Rezende – que viveu no Pará durante 20 anos e conheceu Irmã Dorothy Stang e outras lideranças dos movimentos pela reforma agrária, – participou da criação, em 1975, da Comissão Pastoral da Terra (CPT), que nasceu, dentro da igreja católica, com o intuito de registrar as mortes ocorridas no Brasil rural e que, até então, eram esquecidas.
O fim da ditadura, mesmo com sindicatos rurais e a igreja livre da patrulha do Estado, não significou resolução dos conflitos agrários. Para o antropólogo, foi apenas uma transição para outros tipos de violência. "Foi a partir de então que a CPT começava a usar a Organização dos Estados Americanos como instrumento de pressão sobre o governo brasileiro. Depois disso nós tivemos a discussão da questão dos direitos humanos, quando a igreja discutia se ficaria na defesa dos direitos individuais e abarcaria questões como a reforma agrária, por exemplo. Discutindo esse assunto com organizações internacionais, com a Anistia Internacional", concluiu.

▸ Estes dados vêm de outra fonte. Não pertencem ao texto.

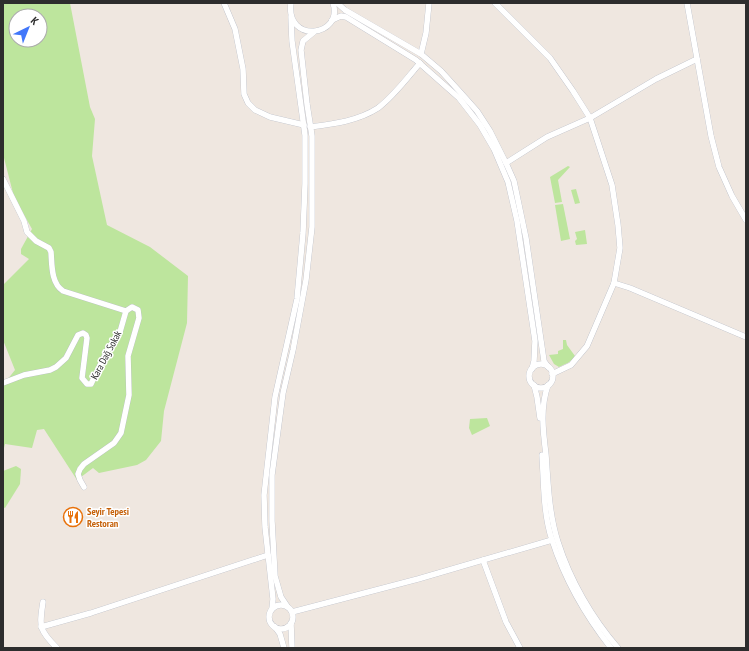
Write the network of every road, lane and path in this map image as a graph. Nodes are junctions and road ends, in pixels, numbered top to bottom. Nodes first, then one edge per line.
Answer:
1 (224, 3) edge
2 (291, 3) edge
3 (333, 3) edge
4 (337, 3) edge
5 (429, 3) edge
6 (495, 3) edge
7 (687, 3) edge
8 (291, 17) junction
9 (332, 20) junction
10 (314, 32) junction
11 (421, 54) junction
12 (697, 59) junction
13 (420, 63) junction
14 (590, 118) junction
15 (304, 125) junction
16 (310, 127) junction
17 (506, 163) junction
18 (3, 179) edge
19 (746, 220) edge
20 (614, 283) junction
21 (126, 311) junction
22 (746, 337) edge
23 (548, 367) junction
24 (532, 369) junction
25 (552, 374) junction
26 (3, 383) edge
27 (534, 385) junction
28 (548, 385) junction
29 (84, 487) dead end
30 (552, 540) junction
31 (268, 555) junction
32 (483, 560) junction
33 (43, 602) dead end
34 (287, 606) junction
35 (272, 609) junction
36 (292, 612) junction
37 (292, 623) junction
38 (41, 627) junction
39 (275, 627) junction
40 (57, 648) edge
41 (284, 648) edge
42 (292, 648) edge
43 (520, 648) edge
44 (611, 648) edge
45 (618, 648) edge

1 - 15 street
2 - 8 street
3 - 9 street
4 - 11 street
5 - 11 street
6 - 14 street
7 - 12 street
8 - 10 street
8 - 15 street
9 - 10 street
9 - 13 street
10 - 16 street
11 - 17 street
12 - 14 street
12 - 19 street
13 - 16 street
13 - 24 street
14 - 17 street
14 - 20 street
15 - 31 street
16 - 34 street
17 - 23 street
18 - 21 street
20 - 22 street
20 - 25 street
21 - 26 street, Kara Dağ Sokak
21 - 29 street, Kara Dağ Sokak
23 - 24 street
23 - 25 street
24 - 27 street
25 - 28 street
27 - 28 street
27 - 30 street
28 - 45 street
30 - 32 street
30 - 44 street
31 - 35 street
31 - 38 street
32 - 36 street
32 - 43 street
33 - 38 street
34 - 35 street
34 - 36 street
35 - 39 street
36 - 37 street
37 - 39 street
37 - 42 street
38 - 40 street
39 - 41 street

Para Rossana Rocha, por uma série de razões, a história da luta pelos direitos humanos no Brasil acabou compreensivelmente privilegiando a dimensão urbana e o eixo Rio de Janeiro-São Paulo. Ela afirma, no entanto, que é evidente que uma história importante ocorria paralelamente nos estados do Norte, Nordeste, Centro-Oeste e também no Nordeste, particularmente em Pernambuco. "Tinha-se um desenvolvimento bem importante na luta pelos direitos humanos no Brasil que não passou pelos eixos mais conhecidos", defende. A releitura e a recuperação da memória daqueles movimentos deverá ampliar a base de conhecimentos sobre a história da luta pelos direitos humanos no país.